(TASK PROMPT):
The response must consist of every line of the listing, reproduced verbatim.

(SUPPLIED DATA):

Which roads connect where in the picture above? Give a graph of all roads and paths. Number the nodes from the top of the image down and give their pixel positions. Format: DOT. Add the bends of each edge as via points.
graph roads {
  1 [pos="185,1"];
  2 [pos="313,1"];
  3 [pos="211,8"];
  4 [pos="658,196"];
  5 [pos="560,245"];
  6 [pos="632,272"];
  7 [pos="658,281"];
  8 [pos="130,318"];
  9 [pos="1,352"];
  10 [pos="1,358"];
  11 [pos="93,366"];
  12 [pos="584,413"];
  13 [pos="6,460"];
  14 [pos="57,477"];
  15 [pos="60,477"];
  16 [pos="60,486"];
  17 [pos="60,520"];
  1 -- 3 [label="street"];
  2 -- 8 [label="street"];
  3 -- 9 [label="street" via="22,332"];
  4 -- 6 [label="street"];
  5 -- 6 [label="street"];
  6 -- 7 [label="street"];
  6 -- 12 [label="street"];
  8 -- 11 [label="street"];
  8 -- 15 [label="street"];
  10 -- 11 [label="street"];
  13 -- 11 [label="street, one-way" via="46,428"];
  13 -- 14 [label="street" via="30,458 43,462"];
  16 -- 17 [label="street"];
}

(ANSWER BELOW):
Which roads connect where in the picture above? Give a graph of all roads and paths. Number the nodes from the top of the image down and give their pixel positions. Format: DOT. Add the bends of each edge as via points.
graph roads {
  1 [pos="185,1"];
  2 [pos="313,1"];
  3 [pos="211,8"];
  4 [pos="658,196"];
  5 [pos="560,245"];
  6 [pos="632,272"];
  7 [pos="658,281"];
  8 [pos="130,318"];
  9 [pos="1,352"];
  10 [pos="1,358"];
  11 [pos="93,366"];
  12 [pos="584,413"];
  13 [pos="6,460"];
  14 [pos="57,477"];
  15 [pos="60,477"];
  16 [pos="60,486"];
  17 [pos="60,520"];
  1 -- 3 [label="street"];
  2 -- 8 [label="street"];
  3 -- 9 [label="street" via="22,332"];
  4 -- 6 [label="street"];
  5 -- 6 [label="street"];
  6 -- 7 [label="street"];
  6 -- 12 [label="street"];
  8 -- 11 [label="street"];
  8 -- 15 [label="street"];
  10 -- 11 [label="street"];
  13 -- 11 [label="street, one-way" via="46,428"];
  13 -- 14 [label="street" via="30,458 43,462"];
  16 -- 17 [label="street"];
}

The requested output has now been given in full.